▶ **Task details**: The copy you print must match the listing exactly, with its pictures removed.

▶ **Data supplied**:
********************

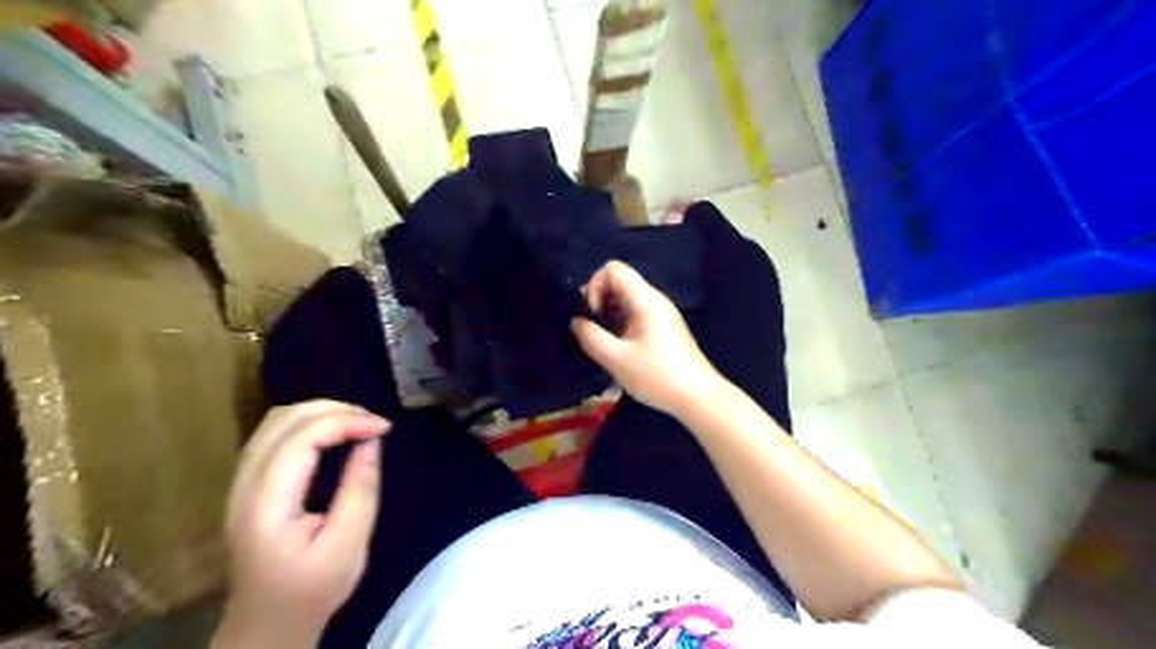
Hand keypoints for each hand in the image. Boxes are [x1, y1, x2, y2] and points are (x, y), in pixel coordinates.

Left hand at [216, 401, 393, 648]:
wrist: (267, 624)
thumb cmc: (311, 589)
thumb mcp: (348, 544)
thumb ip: (360, 489)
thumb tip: (371, 442)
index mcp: (266, 503)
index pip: (301, 437)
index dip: (347, 421)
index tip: (385, 429)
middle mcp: (244, 485)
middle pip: (284, 419)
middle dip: (336, 409)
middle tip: (375, 422)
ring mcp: (241, 482)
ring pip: (276, 420)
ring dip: (322, 412)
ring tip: (359, 423)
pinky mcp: (248, 484)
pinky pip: (275, 434)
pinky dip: (310, 423)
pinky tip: (335, 433)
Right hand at [571, 261, 719, 417]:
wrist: (698, 397)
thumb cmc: (656, 375)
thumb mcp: (616, 359)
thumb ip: (590, 337)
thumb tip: (577, 321)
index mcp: (644, 299)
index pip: (613, 268)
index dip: (595, 285)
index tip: (593, 315)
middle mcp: (655, 299)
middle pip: (620, 281)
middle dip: (599, 300)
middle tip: (594, 330)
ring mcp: (662, 313)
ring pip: (627, 299)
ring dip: (610, 314)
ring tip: (605, 342)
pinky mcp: (665, 328)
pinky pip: (637, 313)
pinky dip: (622, 323)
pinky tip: (621, 349)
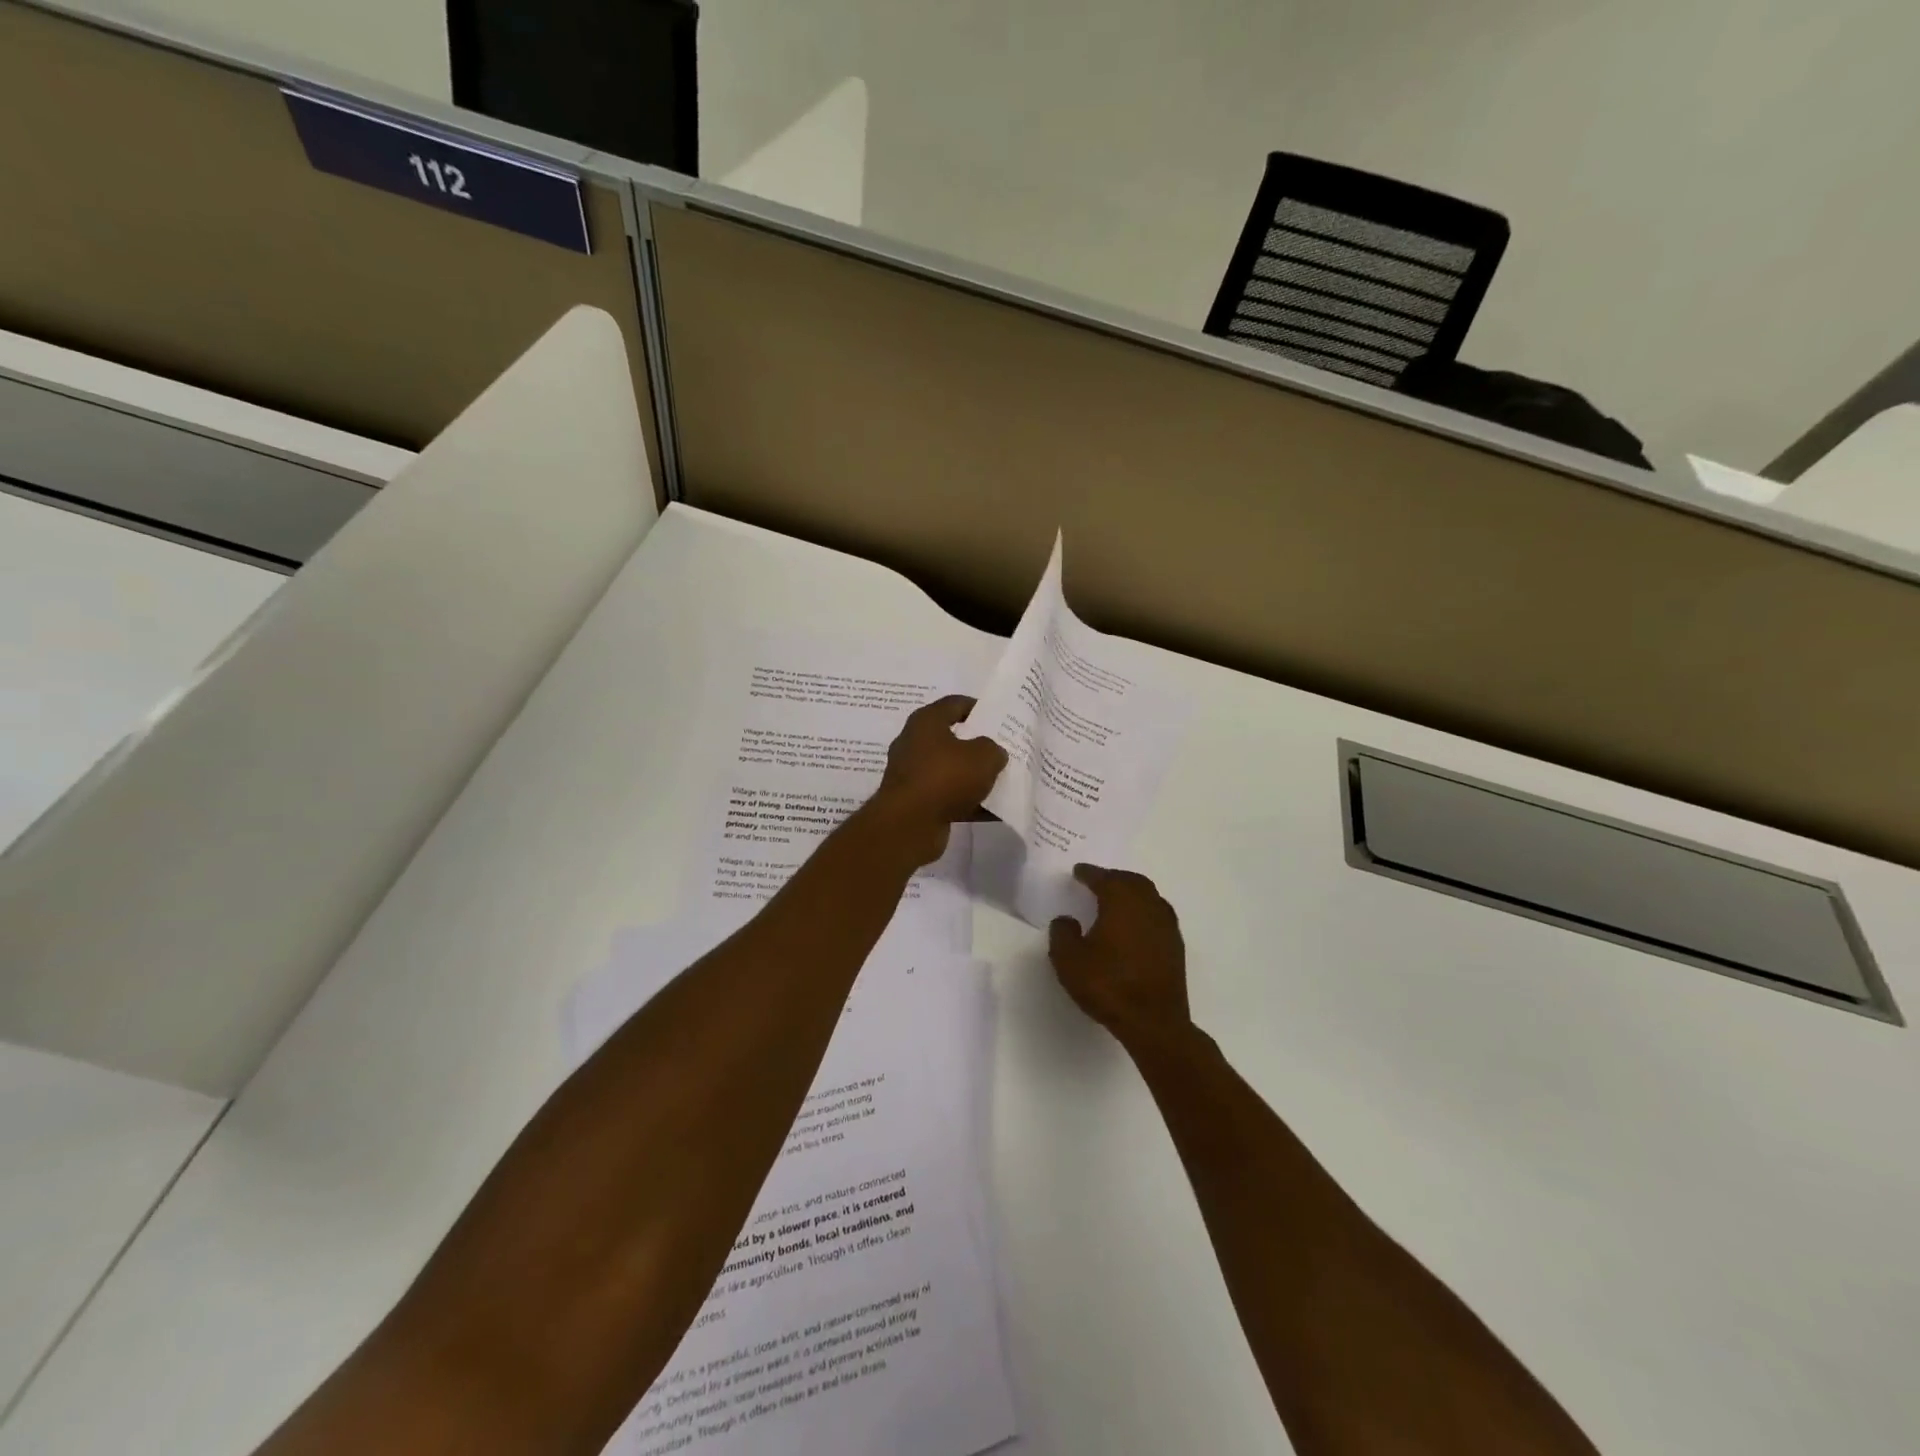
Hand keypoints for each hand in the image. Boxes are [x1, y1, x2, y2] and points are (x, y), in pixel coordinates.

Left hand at [865, 696, 1007, 865]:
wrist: (909, 824)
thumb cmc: (945, 777)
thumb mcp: (983, 756)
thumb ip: (993, 749)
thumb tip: (992, 753)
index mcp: (926, 722)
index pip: (955, 704)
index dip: (979, 707)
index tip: (999, 717)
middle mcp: (914, 744)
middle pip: (952, 739)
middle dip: (978, 745)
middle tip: (1002, 750)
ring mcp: (912, 775)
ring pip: (950, 770)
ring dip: (973, 777)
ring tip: (1001, 781)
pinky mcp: (915, 802)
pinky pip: (947, 797)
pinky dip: (967, 803)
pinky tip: (992, 811)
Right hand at [1049, 865, 1190, 1050]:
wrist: (1154, 1022)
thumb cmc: (1108, 985)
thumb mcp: (1069, 961)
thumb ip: (1062, 934)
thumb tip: (1066, 920)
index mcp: (1121, 901)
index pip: (1104, 878)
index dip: (1089, 873)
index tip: (1078, 871)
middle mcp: (1147, 905)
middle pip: (1132, 881)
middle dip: (1114, 877)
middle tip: (1098, 881)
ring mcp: (1166, 925)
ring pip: (1149, 896)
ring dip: (1132, 892)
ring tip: (1117, 899)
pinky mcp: (1175, 946)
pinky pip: (1159, 915)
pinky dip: (1145, 911)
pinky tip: (1136, 925)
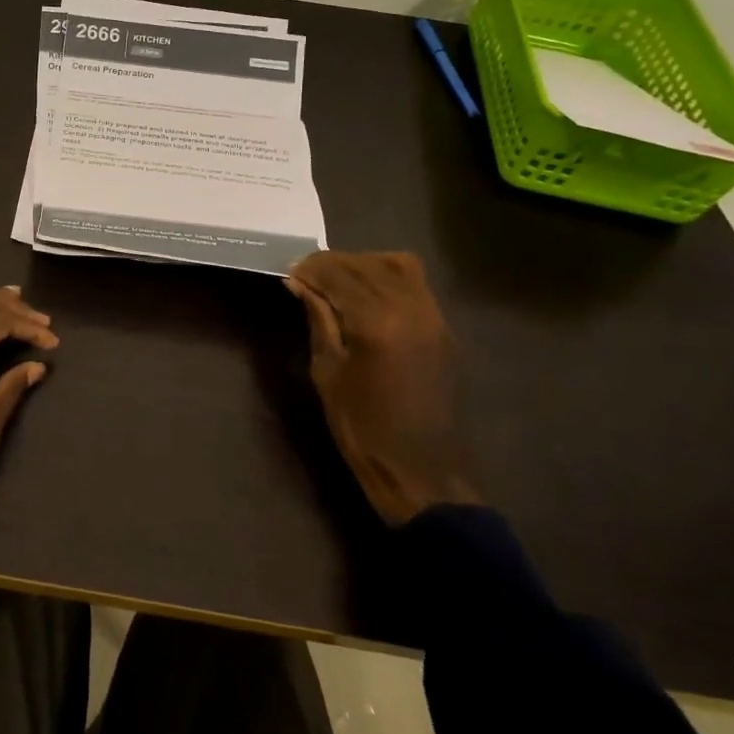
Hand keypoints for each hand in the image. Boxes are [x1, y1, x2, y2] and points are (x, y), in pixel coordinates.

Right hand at [286, 251, 478, 525]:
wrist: (420, 470)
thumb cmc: (361, 427)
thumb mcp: (327, 372)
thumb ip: (318, 319)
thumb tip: (299, 283)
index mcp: (376, 323)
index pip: (338, 274)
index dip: (310, 269)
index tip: (289, 273)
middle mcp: (410, 310)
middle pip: (367, 264)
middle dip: (332, 263)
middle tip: (306, 276)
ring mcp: (433, 317)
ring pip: (397, 264)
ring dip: (363, 264)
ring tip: (337, 281)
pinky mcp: (443, 328)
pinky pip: (416, 284)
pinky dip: (387, 276)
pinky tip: (366, 295)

********************

▶ **Response area**:
Hand keypoints for each hand in the image. Boxes are [x1, y1, x2, y2] and points are (x, y), in pixel coordinates.

Left hand at [216, 401, 393, 648]:
wrist: (267, 624)
thumb cmc: (311, 589)
thumb mcp: (348, 544)
thumb ip: (360, 489)
thumb tip: (371, 442)
index mcp: (266, 503)
index pip: (301, 437)
index dip: (347, 421)
index tip: (385, 429)
middle mcp: (244, 485)
middle pip: (284, 419)
middle dip: (336, 409)
middle tip: (375, 422)
ring mcp: (241, 482)
ring pip: (276, 420)
ring dip: (322, 412)
ring tip: (359, 423)
pinky mcp: (248, 484)
pinky pip: (275, 434)
pinky dip: (310, 423)
pinky tip: (335, 433)
Right hand at [571, 261, 719, 417]:
wrist: (698, 397)
thumb cmc: (656, 375)
thumb mcp: (616, 359)
thumb ip: (590, 337)
thumb tip: (577, 321)
index mcp: (644, 299)
index pip: (613, 268)
index dip: (595, 285)
index tip: (593, 315)
middle mcp: (655, 299)
middle pip: (620, 281)
middle dip: (599, 300)
middle tip: (594, 330)
ring mcp: (662, 313)
ring pip: (627, 299)
ring dip: (610, 314)
ring tip: (605, 342)
pinky mcp: (665, 328)
pinky pip: (637, 313)
pinky dip: (622, 323)
pinky tip: (621, 349)
Hand keypoints for each hand in the image. Boxes are [x1, y1, x2, y2] and points are (x, y), in pixel coordinates.

Left hand at [865, 696, 1007, 865]:
wrist: (909, 824)
thumb cmc: (945, 777)
thumb mcp: (983, 756)
thumb ip: (993, 749)
thumb tip: (992, 753)
index mcp: (926, 722)
index pip: (955, 704)
index dip: (979, 707)
index tip: (999, 717)
middle mcp: (914, 744)
middle pip: (952, 739)
middle dip: (978, 745)
middle tip: (1002, 750)
ring mcp: (912, 775)
ring pip: (950, 770)
ring dip: (973, 777)
ring tip: (1001, 781)
pinky mcp: (915, 802)
pinky pip: (947, 797)
pinky dip: (967, 803)
pinky tip: (992, 811)
Right hand at [1049, 865, 1190, 1050]:
wrist: (1154, 1022)
thumb cmc: (1108, 985)
thumb mcp: (1069, 961)
thumb ip: (1062, 934)
thumb tip: (1066, 920)
index mcp: (1121, 901)
index pip: (1104, 878)
index dip: (1089, 873)
index tip: (1078, 871)
middle mcp: (1147, 905)
middle pip: (1132, 881)
middle dip: (1114, 877)
middle tip: (1098, 881)
ring mcp: (1166, 925)
ring pip: (1149, 896)
ring dip: (1132, 892)
ring tip: (1117, 899)
pinky mcp: (1175, 946)
pinky pip: (1159, 915)
pinky dip: (1145, 911)
pinky tip: (1136, 925)
Hand keypoints for each hand in the image. Boxes are [x1, y1, x2, y2] and points are (x, y), in pixel coordinates.

Right hand at [286, 251, 478, 525]:
wrist: (420, 470)
thumb cmc: (361, 427)
thumb mcp: (327, 372)
thumb ip: (318, 319)
thumb tip: (299, 283)
index mcp: (376, 323)
index pip: (338, 274)
index dip: (310, 269)
index tip: (289, 273)
middle mcp: (410, 310)
middle pip: (367, 264)
middle dip: (332, 263)
middle tip: (306, 276)
ring mcp: (433, 317)
ring pip: (397, 264)
ring dip: (363, 264)
ring tip: (337, 281)
pinky mcp: (443, 328)
pinky pip: (416, 284)
pinky dip: (387, 276)
pinky tip: (366, 295)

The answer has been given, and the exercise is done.